2009 Ağustos ayı itibariyle Küba’nın tarımsal üretimindeki düşüş eğilimi sürüyor. (Ağustos’un geçen seneki kasırga felaketinden önceki son ay olduğuna dikkat!) Bir önceki seneye göre tarımsal üretim yüzde 7.7 oranında düştü. Düşüş, et ve süt üretiminde yüzde 11’i buluyor.

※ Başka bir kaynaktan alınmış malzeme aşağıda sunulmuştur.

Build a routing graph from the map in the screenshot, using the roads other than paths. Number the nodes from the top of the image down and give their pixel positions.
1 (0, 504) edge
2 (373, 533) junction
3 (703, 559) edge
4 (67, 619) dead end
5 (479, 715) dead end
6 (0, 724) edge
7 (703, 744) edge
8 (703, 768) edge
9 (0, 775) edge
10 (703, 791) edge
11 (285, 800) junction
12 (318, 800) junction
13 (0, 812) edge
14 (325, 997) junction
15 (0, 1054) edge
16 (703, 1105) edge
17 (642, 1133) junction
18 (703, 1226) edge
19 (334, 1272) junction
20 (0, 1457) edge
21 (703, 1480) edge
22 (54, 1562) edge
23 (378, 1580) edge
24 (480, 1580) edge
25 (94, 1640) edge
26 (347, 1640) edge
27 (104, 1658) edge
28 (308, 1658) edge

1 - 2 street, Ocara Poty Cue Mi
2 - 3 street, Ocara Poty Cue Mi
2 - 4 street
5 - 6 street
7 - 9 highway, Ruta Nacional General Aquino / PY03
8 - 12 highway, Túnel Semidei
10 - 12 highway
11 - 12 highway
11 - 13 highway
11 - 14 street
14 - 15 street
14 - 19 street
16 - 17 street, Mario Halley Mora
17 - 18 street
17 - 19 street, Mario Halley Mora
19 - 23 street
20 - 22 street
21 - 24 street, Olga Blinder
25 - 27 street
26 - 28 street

Yumru ve kök bitkileri ile muz üretiminde düşüş oranı yüzde 10,7. Bunun en büyük sebebi, kasırgaların muz ağaçlarına verdiği hasar. Köylüler, muz ağaçlarının çok yavaş eski haline döndüğünü belirtiyor. Muz üretimi yüzde 38,4 düşmüş. (Muzun kızartmadan sulu yemeğe çok çeşitli yemeklerde kullanılan önemli bir besin maddesi olduğunu eklemek gerek. Biz Küba’da yaşamaya gitmeden önce muzun kızartıldığını duyduğumuzda, arkadaşların uzun süre alay konusu olmuştu bu durum – muz kızartması nasıl olur hayal dahi edemiyorduk! Meğer çeşit çeşit muz varmış Küba’da. Örneğin kızartmalık muz öyle yeşil ve serttir ki, vursanız kafayı yarar. Ama muz kızartmasının gayet lezzetli olduğunu ekleyebilirim.)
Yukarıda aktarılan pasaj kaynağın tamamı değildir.